9. Save with purpose, says Malani. Rather than have one big savings account for everything, you should have different accounts for different goals: “In 2019, put purpose behind your savings. Start by deciding what you’re saving for (i.e. trip to Portugal, new West Elm couch, etc.). Then set up a separate savings account for each thing or experience you’re saving for. Finally, nickname the savings account in accordance with its designated purpose. You’ll be much less likely to ‘borrow’ money from your Portugal vacay account than just a general savings account,” she explains.
And make that savings automatic so you actually end up saving the money, she adds. Set up automatic transfers from your checking to your savings account at regular intervals. To boost savings even more, Malani recommends the app Digit: “it will ‘sneak’ money out of it and save it for you. Promise you won’t miss it and before you know it, you’ll have a few hundred dollars saved up,” she explains.
10. Boost retirement contributions — even if it’s just by 1%. “At the very least, contribute enough to secure your employer’s match, which is typically between 3% and 6%,” says Johannes.
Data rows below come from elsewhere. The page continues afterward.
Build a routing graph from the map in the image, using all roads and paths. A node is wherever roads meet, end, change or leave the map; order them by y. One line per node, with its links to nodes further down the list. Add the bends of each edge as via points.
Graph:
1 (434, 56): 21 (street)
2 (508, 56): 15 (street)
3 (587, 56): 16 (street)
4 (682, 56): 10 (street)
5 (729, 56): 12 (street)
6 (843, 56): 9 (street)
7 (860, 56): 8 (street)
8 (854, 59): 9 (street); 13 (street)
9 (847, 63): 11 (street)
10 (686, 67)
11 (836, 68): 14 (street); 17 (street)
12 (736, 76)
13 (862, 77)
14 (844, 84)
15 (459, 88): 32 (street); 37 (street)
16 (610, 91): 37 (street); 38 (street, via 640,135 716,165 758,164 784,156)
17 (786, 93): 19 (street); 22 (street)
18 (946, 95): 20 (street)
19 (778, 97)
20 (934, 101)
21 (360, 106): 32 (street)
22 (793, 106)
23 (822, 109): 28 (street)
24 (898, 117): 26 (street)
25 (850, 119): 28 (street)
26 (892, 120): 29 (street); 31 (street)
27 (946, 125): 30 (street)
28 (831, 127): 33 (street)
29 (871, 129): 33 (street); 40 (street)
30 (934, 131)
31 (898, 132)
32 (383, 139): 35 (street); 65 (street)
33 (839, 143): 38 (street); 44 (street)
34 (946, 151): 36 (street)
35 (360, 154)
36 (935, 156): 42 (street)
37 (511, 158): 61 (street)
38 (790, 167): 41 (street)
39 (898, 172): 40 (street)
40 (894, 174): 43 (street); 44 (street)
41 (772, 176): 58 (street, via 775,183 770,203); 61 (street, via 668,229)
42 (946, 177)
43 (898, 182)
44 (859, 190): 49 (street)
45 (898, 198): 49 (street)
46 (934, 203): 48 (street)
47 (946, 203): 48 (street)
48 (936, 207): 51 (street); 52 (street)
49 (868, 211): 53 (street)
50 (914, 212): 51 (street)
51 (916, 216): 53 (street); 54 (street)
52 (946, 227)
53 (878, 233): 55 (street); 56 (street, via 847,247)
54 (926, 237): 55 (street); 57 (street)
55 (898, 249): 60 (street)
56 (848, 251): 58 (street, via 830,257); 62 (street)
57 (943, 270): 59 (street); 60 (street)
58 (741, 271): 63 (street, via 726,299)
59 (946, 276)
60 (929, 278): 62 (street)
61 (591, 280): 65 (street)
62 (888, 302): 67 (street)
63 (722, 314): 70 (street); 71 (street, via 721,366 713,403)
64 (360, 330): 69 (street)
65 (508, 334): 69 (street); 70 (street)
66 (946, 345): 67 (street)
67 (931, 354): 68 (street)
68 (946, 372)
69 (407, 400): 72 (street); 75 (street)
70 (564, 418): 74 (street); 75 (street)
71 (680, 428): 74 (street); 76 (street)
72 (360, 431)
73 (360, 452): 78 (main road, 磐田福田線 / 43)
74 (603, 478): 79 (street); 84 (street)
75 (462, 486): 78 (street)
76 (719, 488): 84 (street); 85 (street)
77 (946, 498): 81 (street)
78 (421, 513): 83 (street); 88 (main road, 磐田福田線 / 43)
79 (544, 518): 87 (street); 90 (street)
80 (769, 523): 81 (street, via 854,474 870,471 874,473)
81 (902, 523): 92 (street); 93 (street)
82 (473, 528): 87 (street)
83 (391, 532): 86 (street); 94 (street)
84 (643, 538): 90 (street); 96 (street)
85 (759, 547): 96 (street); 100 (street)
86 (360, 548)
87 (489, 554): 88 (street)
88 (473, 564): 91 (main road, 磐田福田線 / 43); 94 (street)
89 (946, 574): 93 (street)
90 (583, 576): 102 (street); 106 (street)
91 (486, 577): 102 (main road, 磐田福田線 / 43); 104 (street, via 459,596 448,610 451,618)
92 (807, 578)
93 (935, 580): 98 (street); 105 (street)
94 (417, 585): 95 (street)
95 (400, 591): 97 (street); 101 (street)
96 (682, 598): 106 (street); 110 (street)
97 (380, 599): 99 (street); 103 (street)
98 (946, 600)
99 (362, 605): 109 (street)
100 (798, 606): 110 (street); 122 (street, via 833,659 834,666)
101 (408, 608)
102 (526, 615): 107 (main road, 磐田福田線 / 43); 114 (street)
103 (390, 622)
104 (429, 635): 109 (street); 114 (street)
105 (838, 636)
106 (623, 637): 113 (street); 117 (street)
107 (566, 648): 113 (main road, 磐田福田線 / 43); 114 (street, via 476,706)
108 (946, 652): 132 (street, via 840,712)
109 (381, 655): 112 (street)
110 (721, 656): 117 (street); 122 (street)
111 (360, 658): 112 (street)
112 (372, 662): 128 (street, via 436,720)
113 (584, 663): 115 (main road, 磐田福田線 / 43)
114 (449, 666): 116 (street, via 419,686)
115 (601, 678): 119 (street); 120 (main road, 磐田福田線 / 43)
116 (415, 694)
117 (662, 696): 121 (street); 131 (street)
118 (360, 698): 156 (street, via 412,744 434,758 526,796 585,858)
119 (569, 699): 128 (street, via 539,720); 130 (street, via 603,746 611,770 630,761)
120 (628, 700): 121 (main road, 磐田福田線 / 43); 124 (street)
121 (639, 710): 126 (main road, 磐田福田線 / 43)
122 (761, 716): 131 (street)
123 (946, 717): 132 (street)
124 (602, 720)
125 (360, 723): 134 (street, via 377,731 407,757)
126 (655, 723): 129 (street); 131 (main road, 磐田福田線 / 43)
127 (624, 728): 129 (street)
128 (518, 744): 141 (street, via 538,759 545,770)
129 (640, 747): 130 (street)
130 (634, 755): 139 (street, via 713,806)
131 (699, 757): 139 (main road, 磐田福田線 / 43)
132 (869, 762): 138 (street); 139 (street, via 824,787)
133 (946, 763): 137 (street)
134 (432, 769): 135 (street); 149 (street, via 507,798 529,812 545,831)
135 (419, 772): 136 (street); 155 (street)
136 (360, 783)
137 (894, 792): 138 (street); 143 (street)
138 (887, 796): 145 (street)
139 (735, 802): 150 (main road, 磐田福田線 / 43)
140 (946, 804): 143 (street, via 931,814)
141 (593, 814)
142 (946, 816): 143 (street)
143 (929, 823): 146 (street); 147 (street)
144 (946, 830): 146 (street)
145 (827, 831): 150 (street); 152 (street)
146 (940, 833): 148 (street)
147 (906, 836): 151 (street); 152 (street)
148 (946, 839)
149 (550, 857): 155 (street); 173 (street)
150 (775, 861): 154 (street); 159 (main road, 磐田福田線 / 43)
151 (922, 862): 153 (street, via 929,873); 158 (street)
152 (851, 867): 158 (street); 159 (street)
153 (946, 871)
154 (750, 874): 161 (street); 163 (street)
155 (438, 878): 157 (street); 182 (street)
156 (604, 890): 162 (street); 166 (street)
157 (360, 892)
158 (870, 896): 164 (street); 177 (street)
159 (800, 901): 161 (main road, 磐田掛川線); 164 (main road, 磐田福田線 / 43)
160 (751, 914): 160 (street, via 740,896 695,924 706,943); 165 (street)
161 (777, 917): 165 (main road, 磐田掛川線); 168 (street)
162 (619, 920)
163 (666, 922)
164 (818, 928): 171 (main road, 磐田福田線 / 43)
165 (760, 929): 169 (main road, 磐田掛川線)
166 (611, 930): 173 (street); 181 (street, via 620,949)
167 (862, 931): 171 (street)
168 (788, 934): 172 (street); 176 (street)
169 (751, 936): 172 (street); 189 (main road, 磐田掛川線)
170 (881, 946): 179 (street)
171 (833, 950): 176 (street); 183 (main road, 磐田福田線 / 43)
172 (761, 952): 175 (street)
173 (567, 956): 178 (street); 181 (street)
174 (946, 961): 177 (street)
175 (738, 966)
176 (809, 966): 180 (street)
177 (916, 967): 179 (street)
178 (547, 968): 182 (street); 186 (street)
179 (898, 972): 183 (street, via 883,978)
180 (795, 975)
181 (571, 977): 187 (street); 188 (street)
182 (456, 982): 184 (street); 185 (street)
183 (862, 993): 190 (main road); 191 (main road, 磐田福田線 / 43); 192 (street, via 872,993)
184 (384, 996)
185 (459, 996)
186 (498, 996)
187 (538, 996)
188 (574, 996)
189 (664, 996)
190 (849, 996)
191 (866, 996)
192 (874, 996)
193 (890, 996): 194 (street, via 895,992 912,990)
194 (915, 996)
Try to boost contributions every six months or so if you can.
11. Get smarter about your credit score. Malani says you should check out your credit score using Creditwise from CapitalOne (you don’t have to be a CapitalOne customer to use it). It shows you your credit score, why your score is where it is, and simulates how decisions like applying for a new loan might impact your score. It also has fraud alerts to let you know if someone is trying to use your personal information. If your score is low, here’s a guide to boost it.
12. Revisit your estate plan, says Zagarola. “Review your wills to ensure that your wishes will be met at your death. Review the beneficiary designations of retirement accounts and life insurance to ensure they marry up with your estate planning wishes,” he explains.
13. Reward yourself. If you always pay off your credit card in full and on time, you should be earning credit card rewards. Use this tool from NerdWallet to get the best rewards card for your lifestyle. Love the idea of rewards but want to play it a little safer? Malani recommends the app Debitize. Use your credit card as you usually would to get rewards, but link it and your checking account to Debitize. Buy something on your credit card, and Debitize will pull the money out of your checking account each day and at the end of the month will pay your credit card bill in full.
14. Shop around for new insurance. This can literally save you thousands this year. On car insurance alone, a good driver could save more than $400 a year by switching companies.
15. Fight overdraft fees. Overdraft fees have been steadily rising, with Americans paying more now than they have since 2009. Here are some tips for fighting those fees. You can also try the free app Earnin, which allows you to borrow up to $100 from your pending paycheck rather than have to wait every two weeks and risk overdraft. The app allows you to pay what you think is fair for the service. Just beware of the potential pitfalls, including blowing your budget and overspending.